= Frank H. Ellis =

Canadian aviator and historian (1893–1979)

Frank H. Ellis, (October 13, 1893 - July 4, 1979) was an early Canadian aviator and member of the Early Birds of Aviation. He was born in Nottingham, England, in 1893 and immigrated to Calgary, Alberta with his family in 1912. With Tom Blakely, he constructed and flew a biplane designed after a Curtiss model in 1914. He was the first Canadian to make a parachute jump from an airplane in Canada, July 5, 1919, at Crystal Beach, Fort Erie, Ontario. Beside his day job as bus driver, Ellis wrote extensively on the history of aviation, and was an avid aircraft model builder. He located several historic Canadian aviation artifacts and arranged for their donation to museums.
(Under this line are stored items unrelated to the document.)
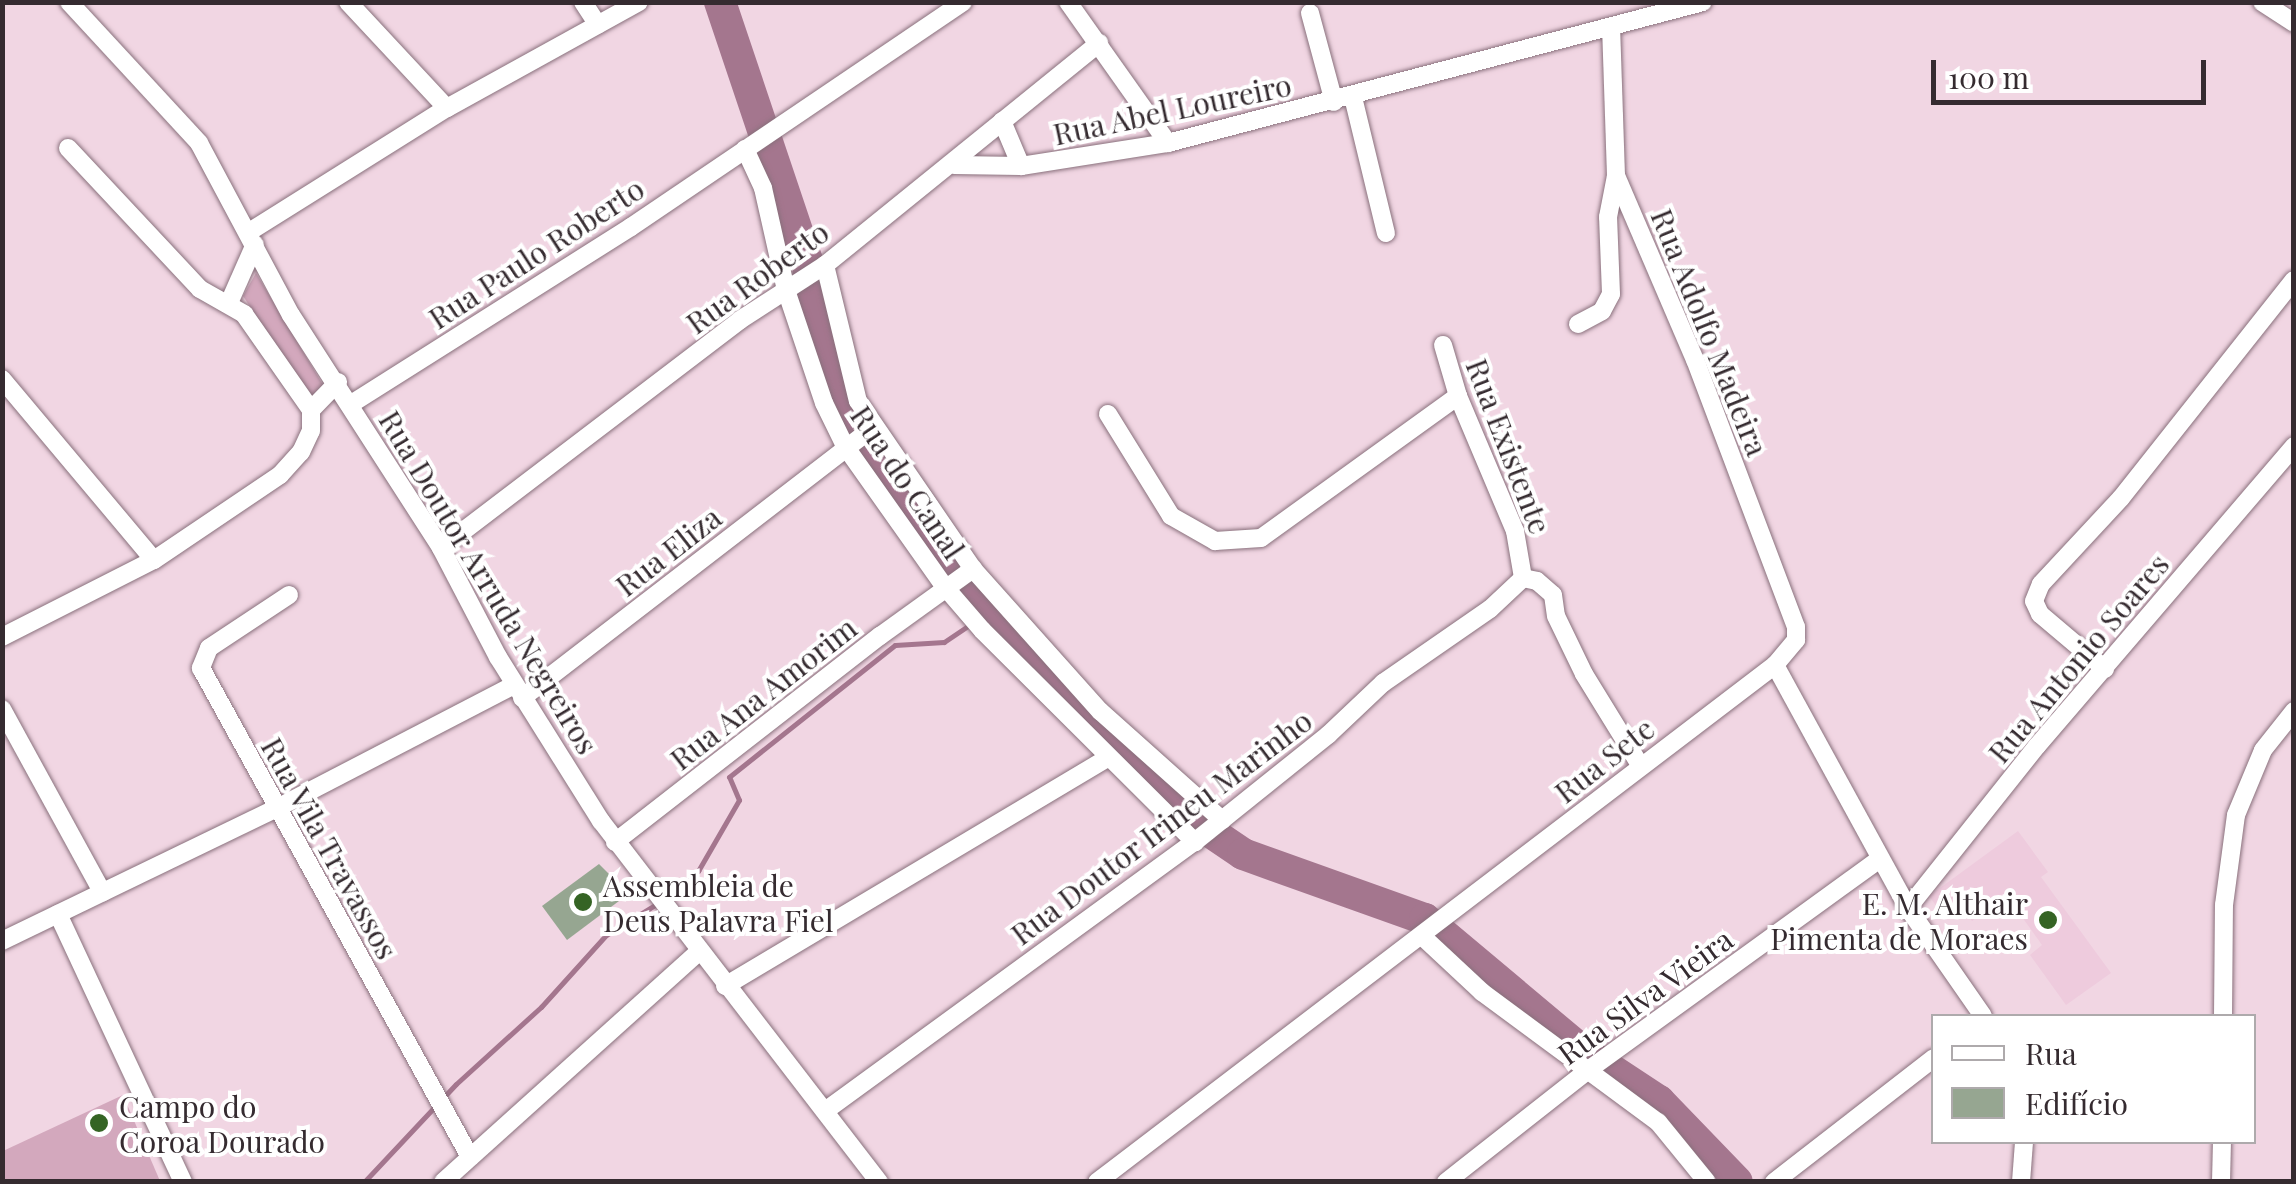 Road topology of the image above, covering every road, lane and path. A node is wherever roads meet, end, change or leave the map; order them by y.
1 (68, 2) edge
2 (348, 2) edge
3 (583, 2) edge
4 (639, 2) edge
5 (964, 2) edge
6 (1068, 2) edge
7 (1703, 2) edge
8 (2278, 6) edge
9 (1310, 12) dead end
10 (2294, 22) edge
11 (598, 26) junction
12 (1611, 27) junction
13 (1099, 44) junction
14 (1343, 100) junction
15 (447, 108) junction
16 (1002, 121) junction
17 (1168, 143) junction
18 (68, 148) dead end
19 (747, 148) junction
20 (954, 165) junction
21 (1021, 166) junction
22 (1616, 176) junction
23 (1386, 233) dead end
24 (252, 238) junction
25 (821, 267) junction
26 (2294, 280) edge
27 (788, 288) junction
28 (230, 303) junction
29 (1578, 324) dead end
30 (1442, 345) dead end
31 (2, 378) edge
32 (338, 382) junction
33 (1458, 396) junction
34 (350, 404) junction
35 (311, 410) junction
36 (1108, 414) dead end
37 (870, 430) junction
38 (847, 445) junction
39 (2294, 446) edge
40 (441, 548) junction
41 (154, 560) junction
42 (972, 570) junction
43 (1522, 578) junction
44 (945, 587) junction
45 (289, 595) dead end
46 (2, 637) edge
47 (1790, 649) joint
48 (1775, 665) junction
49 (2105, 669) junction
50 (518, 692) junction
51 (2, 710) edge
52 (2294, 711) edge
53 (1108, 758) junction
54 (1640, 765) junction
55 (276, 809) junction
56 (1221, 821) junction
57 (1196, 841) junction
58 (615, 842) junction
59 (1880, 858) junction
60 (102, 892) junction
61 (1908, 908) junction
62 (58, 914) junction
63 (1425, 935) junction
64 (2, 941) edge
65 (698, 952) junction
66 (725, 986) junction
67 (1982, 1014) edge
68 (2223, 1014) edge
69 (1931, 1060) edge
70 (1589, 1070) junction
71 (825, 1111) junction
72 (2024, 1144) edge
73 (2222, 1144) edge
74 (470, 1158) junction
75 (183, 1182) edge
76 (443, 1182) edge
77 (879, 1182) edge
78 (1097, 1182) edge
79 (1446, 1182) edge
80 (1706, 1182) edge
81 (1774, 1182) edge
82 (2021, 1182) edge
83 (2221, 1182) edge

1 - 24 street, Rua Doutor Arruda Negreiros
2 - 15 street
3 - 11 street
4 - 11 street
5 - 19 street, Rua Paulo Roberto
6 - 13 street
7 - 12 street, Rua Abel Loureiro
8 - 10 street
9 - 14 street, Rua Abel Loureiro
11 - 15 street
12 - 14 street, Rua Abel Loureiro
12 - 22 street, Rua Adolfo Madeira
13 - 16 street, Rua Roberto
13 - 17 street
14 - 17 street, Rua Abel Loureiro
14 - 23 street
15 - 24 street
16 - 20 street, Rua Roberto
16 - 21 street, Rua Abel Loureiro
17 - 21 street, Rua Abel Loureiro
18 - 28 street
19 - 27 street, Rua do Canal
19 - 34 street, Rua Paulo Roberto
20 - 21 street, Rua Abel Loureiro
20 - 25 street, Rua Roberto
22 - 29 street
22 - 47 street, Rua Adolfo Madeira
24 - 28 street
24 - 32 street, Rua Doutor Arruda Negreiros
25 - 27 street, Rua Roberto
25 - 37 street
26 - 49 street
27 - 38 street, Rua do Canal
27 - 40 street, Rua Roberto
28 - 35 street
30 - 33 street, Rua Existente
31 - 41 street
32 - 34 street, Rua Doutor Arruda Negreiros
32 - 35 street
33 - 36 street
33 - 43 street, Rua Existente
34 - 40 street, Rua Doutor Arruda Negreiros
35 - 41 street
37 - 38 street, Rua Eliza
37 - 42 street
38 - 44 street, Rua do Canal
38 - 50 street, Rua Eliza
39 - 49 street, Rua Antonio Soares
40 - 50 street, Rua Doutor Arruda Negreiros
41 - 46 street
42 - 44 street, Rua Ana Amorim
42 - 56 street
43 - 54 street, Rua Existente
43 - 56 street, Rua Doutor Irineu Marinho
44 - 53 street, Rua do Canal
44 - 58 street, Rua Ana Amorim
45 - 55 street, Rua Vila Travassos
47 - 48 street, Rua Sete
48 - 54 street, Rua Sete
48 - 59 street
49 - 61 street, Rua Antonio Soares
50 - 55 street, Rua Eliza
50 - 58 street, Rua Doutor Arruda Negreiros
51 - 60 street
52 - 68 street
53 - 57 street, Rua do Canal
53 - 66 street
54 - 63 street, Rua Sete
55 - 60 street, Rua Eliza
55 - 74 street, Rua Vila Travassos
56 - 57 street, Rua Doutor Irineu Marinho
57 - 71 street, Rua Doutor Irineu Marinho
58 - 65 street, Rua Doutor Arruda Negreiros
59 - 61 street
59 - 70 street, Rua Silva Vieira
60 - 62 street, Rua Eliza
61 - 67 street
62 - 64 street, Rua Eliza
62 - 75 street
63 - 70 street
63 - 78 street
65 - 66 street, Rua Doutor Arruda Negreiros
65 - 74 street
66 - 71 street, Rua Doutor Arruda Negreiros
69 - 81 street
70 - 79 street, Rua Silva Vieira
70 - 80 street
71 - 77 street, Rua Doutor Arruda Negreiros
72 - 82 street
73 - 83 street
74 - 76 street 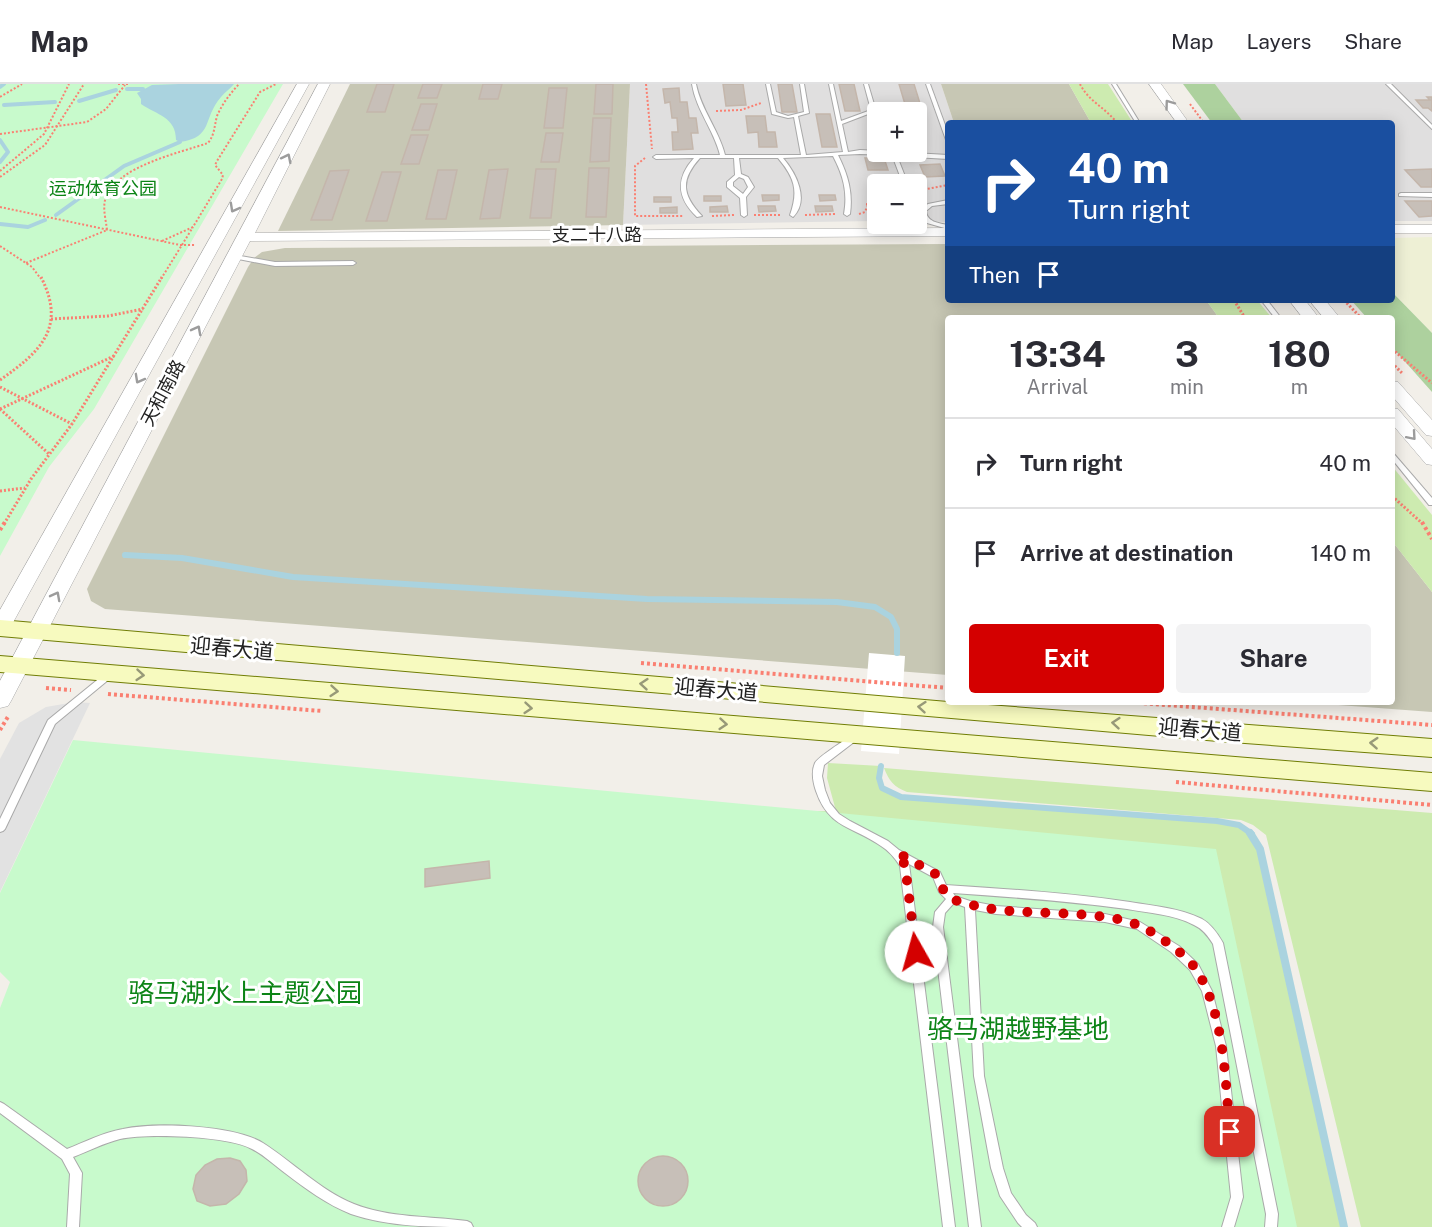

In 1954 he published "Canada's Flying Heritage", the first major study of the history of aviation in Canada. In 1972, he was awarded the Medal of Service of the Order of Canada. He died July 4, 1979, at the age of 85, in North Vancouver, BC.

On July 5, 1979, the day just after Ellis died, Bill Cole of Ontario, Canada, performed an exhibition parachute jump into the water of Lake Erie at Crystal Beach to mark the 60th anniversary of Ellis's historical jump. Cole used equipment similar to what Ellis used.